BookmarkSubscribeRSS Feed
dglassbrenner
Fluorite | Level 6

What do you look for in the output of Proc Corresp in order to learn which, if any, associations exist between the rows & columns of a contingency table?  Specific instructions illustrated on the Getting Started Example (on doctorates in the sciences) would be appreciated!

11 REPLIES 11
Rick_SAS
SAS Super FREQ

In the GS example, the doc says to look at the Inertia and Chi-Square Decomposition table. "The total chi-square statistic, which is a measure of the association between the rows and columns." Be sure to use the CHI2P option to get the p-value.

 

 

dglassbrenner
Fluorite | Level 6

I probably didn’t explain myself well.  How do you tell which particular rows and columns are associated with one another?

Rick_SAS
SAS Super FREQ

Look at the "Simple Correspondance Analysis of US Population."  The Row Profiles and Row Coordinates tables (and the CA plot) indicate that the "New England" row is similar to "NY,NJ,PA" row,  but is not very similar to the "Pacific" row.
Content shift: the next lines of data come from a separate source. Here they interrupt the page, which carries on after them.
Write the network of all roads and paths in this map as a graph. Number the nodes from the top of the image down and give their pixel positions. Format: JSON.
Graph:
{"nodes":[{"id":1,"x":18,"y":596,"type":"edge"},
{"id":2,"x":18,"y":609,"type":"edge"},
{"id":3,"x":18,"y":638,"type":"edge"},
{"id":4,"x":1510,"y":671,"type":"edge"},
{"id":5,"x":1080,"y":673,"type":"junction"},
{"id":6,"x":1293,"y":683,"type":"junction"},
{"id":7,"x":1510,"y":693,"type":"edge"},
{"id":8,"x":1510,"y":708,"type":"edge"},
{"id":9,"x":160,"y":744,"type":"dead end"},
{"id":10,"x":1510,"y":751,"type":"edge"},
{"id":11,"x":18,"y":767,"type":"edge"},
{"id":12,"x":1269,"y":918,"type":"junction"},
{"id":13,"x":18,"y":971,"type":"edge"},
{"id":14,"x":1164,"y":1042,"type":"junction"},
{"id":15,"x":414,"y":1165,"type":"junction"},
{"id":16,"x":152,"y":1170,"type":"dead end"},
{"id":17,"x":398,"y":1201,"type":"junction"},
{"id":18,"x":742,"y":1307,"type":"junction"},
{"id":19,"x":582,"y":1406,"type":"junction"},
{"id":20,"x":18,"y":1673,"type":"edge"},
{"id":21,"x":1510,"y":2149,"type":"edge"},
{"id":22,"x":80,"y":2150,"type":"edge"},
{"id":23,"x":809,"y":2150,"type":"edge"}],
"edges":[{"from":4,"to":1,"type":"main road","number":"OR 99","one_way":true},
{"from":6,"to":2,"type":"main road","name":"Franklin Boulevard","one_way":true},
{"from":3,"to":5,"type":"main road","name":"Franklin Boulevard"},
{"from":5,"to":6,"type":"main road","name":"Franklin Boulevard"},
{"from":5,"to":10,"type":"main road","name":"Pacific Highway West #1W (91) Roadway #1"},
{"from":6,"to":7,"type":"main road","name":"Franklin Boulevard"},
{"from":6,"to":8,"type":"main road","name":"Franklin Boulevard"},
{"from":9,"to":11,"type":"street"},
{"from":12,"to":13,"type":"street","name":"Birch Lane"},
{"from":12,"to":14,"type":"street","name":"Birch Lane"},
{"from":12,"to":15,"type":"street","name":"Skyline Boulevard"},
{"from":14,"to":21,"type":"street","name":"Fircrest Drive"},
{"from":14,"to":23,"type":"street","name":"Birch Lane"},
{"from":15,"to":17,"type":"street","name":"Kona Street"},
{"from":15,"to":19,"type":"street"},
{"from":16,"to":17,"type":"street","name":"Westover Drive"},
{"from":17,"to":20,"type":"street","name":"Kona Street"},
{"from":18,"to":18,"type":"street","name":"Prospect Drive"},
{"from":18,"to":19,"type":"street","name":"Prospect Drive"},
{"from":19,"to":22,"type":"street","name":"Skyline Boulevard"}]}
Similarly, the "1920" column is similar to the "1930" column, but not very similar to "1970."

dglassbrenner
Fluorite | Level 6

I fear I’m still not explaining my question well.  I’m interested in associations between rows and columns.  For instance, the Getting Started example concludes from Figure 31.1 that Mathematics and Engineering are associated with the earlier years.  How did they come to this conclusion?  It’s not based on the proximity of the 1973 & 1974 points with the Math and Engineering points, right (since the distance between a row point and a column point has no meaning)?

 

More generally, how does one figure out which rows in a contingency table are associated with which columns from the output of Proc Corresp?

Ksharp
Super User

Two points is more close, these two is more association.

E.X.

two points both are falling in northeast corner , so they are positive association.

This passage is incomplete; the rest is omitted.